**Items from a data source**
━━━━━━

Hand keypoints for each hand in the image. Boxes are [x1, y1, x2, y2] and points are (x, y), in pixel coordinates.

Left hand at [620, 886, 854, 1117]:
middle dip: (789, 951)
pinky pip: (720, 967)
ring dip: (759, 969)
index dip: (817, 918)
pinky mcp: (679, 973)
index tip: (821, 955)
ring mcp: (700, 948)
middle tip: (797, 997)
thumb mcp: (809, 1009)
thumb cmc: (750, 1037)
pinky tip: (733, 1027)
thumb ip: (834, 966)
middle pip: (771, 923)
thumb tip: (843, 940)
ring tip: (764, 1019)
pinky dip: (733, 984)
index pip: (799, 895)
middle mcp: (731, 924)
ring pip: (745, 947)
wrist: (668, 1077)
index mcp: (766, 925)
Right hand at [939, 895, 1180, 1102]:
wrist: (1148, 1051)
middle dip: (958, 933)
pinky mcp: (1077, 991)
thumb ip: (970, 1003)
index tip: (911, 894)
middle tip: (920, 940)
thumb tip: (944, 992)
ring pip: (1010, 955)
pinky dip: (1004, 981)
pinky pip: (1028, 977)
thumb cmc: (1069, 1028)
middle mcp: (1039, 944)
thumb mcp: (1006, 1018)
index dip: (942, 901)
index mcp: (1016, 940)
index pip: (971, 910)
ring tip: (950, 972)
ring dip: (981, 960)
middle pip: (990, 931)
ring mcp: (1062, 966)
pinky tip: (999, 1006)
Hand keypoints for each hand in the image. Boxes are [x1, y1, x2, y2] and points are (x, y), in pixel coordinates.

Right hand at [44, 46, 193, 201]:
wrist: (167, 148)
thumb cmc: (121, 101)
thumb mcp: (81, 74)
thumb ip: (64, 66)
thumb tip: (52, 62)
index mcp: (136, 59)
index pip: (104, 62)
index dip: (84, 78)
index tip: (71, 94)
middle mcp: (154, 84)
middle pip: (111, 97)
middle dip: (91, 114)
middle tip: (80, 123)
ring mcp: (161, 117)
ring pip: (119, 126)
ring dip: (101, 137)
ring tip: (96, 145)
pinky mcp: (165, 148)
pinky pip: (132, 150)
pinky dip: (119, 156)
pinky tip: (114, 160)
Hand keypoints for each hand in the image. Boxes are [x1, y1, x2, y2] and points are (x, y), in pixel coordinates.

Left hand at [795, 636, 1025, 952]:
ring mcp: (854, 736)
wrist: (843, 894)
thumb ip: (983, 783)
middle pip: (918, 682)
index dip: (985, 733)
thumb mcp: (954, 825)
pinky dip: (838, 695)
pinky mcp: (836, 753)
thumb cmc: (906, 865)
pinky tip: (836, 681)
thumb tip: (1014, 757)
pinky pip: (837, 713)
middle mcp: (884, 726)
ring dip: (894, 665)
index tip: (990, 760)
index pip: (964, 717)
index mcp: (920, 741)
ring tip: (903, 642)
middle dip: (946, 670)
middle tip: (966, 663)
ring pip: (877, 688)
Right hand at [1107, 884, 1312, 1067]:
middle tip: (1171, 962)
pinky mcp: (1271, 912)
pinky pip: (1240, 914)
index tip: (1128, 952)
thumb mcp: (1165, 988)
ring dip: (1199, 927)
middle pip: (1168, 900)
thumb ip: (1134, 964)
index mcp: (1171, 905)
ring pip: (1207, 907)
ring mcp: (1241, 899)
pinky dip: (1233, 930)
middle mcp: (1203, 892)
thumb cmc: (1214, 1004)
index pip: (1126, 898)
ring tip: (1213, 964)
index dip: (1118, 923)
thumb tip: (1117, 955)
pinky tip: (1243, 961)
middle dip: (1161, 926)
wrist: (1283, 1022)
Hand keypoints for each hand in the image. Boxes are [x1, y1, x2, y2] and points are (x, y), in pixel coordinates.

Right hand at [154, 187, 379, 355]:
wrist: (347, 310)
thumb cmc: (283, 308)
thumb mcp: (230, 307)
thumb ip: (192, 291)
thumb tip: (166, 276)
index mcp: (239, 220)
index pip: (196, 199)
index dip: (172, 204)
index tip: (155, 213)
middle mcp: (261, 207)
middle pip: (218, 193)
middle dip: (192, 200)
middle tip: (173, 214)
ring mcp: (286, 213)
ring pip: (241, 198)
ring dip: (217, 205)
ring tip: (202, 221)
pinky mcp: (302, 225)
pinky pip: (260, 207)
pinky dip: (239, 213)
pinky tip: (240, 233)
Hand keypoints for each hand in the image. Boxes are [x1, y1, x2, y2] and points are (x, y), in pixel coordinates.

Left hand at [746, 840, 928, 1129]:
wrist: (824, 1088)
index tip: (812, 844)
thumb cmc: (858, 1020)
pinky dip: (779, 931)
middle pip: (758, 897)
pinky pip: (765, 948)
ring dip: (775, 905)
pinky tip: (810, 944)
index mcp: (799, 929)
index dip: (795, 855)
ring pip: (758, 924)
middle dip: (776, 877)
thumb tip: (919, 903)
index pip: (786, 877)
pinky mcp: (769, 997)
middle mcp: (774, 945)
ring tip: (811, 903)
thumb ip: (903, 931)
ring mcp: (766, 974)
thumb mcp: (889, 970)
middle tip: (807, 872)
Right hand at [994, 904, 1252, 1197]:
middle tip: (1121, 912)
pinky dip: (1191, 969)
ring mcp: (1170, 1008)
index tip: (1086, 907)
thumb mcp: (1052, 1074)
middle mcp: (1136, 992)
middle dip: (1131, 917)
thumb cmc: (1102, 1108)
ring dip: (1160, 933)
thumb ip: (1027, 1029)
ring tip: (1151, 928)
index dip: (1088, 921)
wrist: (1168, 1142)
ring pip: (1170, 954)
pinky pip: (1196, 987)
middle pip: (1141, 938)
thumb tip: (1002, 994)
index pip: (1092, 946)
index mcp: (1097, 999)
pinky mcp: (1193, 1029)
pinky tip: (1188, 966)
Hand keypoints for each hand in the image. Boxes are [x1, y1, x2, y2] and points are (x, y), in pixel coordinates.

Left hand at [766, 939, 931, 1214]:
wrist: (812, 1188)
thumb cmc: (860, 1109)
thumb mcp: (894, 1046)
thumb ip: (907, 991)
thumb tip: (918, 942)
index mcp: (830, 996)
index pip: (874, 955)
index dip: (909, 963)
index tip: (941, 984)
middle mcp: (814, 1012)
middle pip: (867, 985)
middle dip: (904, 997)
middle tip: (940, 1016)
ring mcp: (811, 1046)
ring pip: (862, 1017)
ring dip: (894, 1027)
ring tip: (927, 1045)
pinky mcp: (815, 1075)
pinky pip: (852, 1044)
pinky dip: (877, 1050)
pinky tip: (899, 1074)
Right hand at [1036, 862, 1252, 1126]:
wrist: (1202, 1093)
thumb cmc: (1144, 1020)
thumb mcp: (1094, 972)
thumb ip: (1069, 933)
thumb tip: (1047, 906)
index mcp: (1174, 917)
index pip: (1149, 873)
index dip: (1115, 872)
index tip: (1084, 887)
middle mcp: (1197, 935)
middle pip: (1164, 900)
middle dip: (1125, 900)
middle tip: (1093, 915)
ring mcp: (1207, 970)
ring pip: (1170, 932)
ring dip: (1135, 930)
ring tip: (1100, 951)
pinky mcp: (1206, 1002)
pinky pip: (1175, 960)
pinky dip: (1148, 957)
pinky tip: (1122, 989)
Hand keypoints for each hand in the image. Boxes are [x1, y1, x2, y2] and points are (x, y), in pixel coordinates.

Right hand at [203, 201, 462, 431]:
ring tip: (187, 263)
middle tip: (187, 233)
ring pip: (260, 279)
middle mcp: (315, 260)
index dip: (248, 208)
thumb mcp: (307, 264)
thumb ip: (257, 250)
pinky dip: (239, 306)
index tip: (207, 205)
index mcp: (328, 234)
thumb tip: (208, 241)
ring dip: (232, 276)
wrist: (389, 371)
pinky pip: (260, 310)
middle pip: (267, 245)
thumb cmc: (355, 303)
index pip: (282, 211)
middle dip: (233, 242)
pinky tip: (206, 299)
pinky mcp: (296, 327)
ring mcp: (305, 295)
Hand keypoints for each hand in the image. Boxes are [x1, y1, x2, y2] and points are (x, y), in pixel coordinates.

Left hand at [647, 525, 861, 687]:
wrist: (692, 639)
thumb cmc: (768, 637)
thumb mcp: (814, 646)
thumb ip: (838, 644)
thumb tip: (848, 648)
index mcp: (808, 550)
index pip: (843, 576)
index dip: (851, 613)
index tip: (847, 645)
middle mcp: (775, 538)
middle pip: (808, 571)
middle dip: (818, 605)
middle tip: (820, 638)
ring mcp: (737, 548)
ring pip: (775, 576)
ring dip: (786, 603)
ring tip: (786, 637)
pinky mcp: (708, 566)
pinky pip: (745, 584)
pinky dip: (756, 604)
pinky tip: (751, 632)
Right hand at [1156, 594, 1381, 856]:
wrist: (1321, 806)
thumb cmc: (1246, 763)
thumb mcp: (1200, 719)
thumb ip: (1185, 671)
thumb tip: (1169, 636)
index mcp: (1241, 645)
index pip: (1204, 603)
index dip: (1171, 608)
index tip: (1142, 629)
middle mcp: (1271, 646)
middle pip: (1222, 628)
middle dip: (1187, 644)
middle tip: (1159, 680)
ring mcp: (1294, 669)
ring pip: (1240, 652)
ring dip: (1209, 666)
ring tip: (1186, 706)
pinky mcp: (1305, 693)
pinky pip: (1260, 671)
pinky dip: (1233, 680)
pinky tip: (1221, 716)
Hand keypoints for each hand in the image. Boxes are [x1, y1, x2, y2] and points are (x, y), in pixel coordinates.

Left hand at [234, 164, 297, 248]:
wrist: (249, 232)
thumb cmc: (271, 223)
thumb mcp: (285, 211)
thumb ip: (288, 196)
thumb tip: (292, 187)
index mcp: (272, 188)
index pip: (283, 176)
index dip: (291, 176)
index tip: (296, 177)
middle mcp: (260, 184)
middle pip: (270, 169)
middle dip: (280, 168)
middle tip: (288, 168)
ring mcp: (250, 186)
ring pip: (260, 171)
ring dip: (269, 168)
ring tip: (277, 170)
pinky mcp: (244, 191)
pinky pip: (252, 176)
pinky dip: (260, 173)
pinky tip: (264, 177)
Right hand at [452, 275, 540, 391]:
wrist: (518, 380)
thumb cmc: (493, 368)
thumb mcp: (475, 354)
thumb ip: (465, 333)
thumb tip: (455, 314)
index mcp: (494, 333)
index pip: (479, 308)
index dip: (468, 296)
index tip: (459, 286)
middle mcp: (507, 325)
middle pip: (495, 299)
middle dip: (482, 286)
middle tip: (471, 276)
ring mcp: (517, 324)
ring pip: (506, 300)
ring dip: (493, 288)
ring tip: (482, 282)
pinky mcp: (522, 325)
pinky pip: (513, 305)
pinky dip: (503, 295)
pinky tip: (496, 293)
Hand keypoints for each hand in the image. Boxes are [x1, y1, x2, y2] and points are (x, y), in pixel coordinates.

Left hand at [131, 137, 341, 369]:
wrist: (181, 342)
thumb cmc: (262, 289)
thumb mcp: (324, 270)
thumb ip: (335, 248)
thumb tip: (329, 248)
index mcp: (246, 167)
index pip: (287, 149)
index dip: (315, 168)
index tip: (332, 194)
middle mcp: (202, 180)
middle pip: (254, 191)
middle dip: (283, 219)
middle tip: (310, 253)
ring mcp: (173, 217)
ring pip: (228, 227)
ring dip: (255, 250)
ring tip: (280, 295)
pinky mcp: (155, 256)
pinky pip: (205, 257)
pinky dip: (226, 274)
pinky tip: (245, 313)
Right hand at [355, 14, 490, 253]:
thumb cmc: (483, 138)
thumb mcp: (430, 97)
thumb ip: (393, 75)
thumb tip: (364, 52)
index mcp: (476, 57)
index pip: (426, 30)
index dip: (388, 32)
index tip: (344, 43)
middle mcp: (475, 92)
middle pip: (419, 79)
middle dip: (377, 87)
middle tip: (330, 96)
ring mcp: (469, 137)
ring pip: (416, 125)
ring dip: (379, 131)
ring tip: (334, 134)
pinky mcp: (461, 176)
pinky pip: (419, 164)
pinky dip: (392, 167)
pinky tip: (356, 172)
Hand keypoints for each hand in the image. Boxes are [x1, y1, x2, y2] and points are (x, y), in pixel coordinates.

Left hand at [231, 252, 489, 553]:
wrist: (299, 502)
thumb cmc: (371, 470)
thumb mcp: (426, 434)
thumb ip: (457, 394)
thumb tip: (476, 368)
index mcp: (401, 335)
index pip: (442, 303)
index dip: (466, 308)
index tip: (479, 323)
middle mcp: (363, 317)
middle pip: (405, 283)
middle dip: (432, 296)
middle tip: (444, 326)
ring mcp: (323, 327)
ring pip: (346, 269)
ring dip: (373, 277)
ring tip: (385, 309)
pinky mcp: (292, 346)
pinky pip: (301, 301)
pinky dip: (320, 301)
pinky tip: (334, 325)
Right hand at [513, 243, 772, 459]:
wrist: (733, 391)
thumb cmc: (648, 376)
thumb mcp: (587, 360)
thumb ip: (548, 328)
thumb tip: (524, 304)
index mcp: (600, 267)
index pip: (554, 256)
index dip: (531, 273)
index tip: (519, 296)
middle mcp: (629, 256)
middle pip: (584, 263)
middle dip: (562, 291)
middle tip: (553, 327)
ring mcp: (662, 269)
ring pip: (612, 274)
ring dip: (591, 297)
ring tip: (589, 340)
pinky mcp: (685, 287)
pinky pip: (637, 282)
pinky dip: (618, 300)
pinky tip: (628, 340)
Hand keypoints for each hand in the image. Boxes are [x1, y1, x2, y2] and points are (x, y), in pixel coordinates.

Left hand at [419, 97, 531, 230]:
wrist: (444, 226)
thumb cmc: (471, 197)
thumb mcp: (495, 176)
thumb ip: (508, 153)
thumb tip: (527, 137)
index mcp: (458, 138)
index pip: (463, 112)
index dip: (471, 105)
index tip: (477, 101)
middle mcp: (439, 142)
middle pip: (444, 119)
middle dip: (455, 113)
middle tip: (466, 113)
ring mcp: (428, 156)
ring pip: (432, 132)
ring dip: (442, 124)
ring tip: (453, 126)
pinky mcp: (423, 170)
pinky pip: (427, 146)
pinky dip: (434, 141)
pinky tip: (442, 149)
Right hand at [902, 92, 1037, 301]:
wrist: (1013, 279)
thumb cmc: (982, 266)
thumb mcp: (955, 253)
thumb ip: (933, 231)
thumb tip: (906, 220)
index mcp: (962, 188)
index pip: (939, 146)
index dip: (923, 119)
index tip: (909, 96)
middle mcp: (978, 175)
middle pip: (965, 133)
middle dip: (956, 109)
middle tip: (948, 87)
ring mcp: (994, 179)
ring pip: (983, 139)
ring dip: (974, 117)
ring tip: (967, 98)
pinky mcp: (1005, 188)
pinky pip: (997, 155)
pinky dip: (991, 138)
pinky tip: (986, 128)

━━━━━━

**Your instructions**
Starting from the line holding "index tip: (519, 296)", restate the remaining lines of the data word for word, including the last.

**Response to this exercise**
index tip: (519, 296)
middle mcp: (629, 256)
middle pip: (584, 263)
middle dip: (562, 291)
middle tip: (553, 327)
ring mcp: (662, 269)
ring pip: (612, 274)
ring dip: (591, 297)
ring tip: (589, 340)
pinky mcp: (685, 287)
pinky pip: (637, 282)
pinky dip: (618, 300)
pinky tip: (628, 340)
Hand keypoints for each hand in the image. Boxes are [x1, y1, x2, y2] and points are (x, y), in pixel coordinates.

Left hand at [419, 97, 531, 230]:
wrist: (444, 226)
thumb cmc: (471, 197)
thumb mcp: (495, 176)
thumb ip: (508, 153)
thumb tip: (527, 137)
index mcp: (458, 138)
index pip: (463, 112)
index dip: (471, 105)
index tip: (477, 101)
middle mcp: (439, 142)
middle pip: (444, 119)
middle dip: (455, 113)
middle tip: (466, 113)
ring mcp: (428, 156)
ring pip: (432, 132)
ring dip: (442, 124)
ring tip: (453, 126)
pinky mcp: (423, 170)
pinky pip: (427, 146)
pinky dip: (434, 141)
pinky tip: (442, 149)
Right hand at [902, 92, 1037, 301]:
wrist: (1013, 279)
thumb cmc: (982, 266)
thumb mcp: (955, 253)
thumb ip: (933, 231)
thumb tip: (906, 220)
index mcp: (962, 188)
index pip: (939, 146)
index dip: (923, 119)
index tip: (909, 96)
middle mcp: (978, 175)
middle pip: (965, 133)
middle dip: (956, 109)
middle tip: (948, 87)
ring mcp: (994, 179)
ring pip: (983, 139)
ring dip: (974, 117)
ring tip: (967, 98)
pinky mcp: (1005, 188)
pinky pip: (997, 155)
pinky dip: (991, 138)
pinky tip: (986, 128)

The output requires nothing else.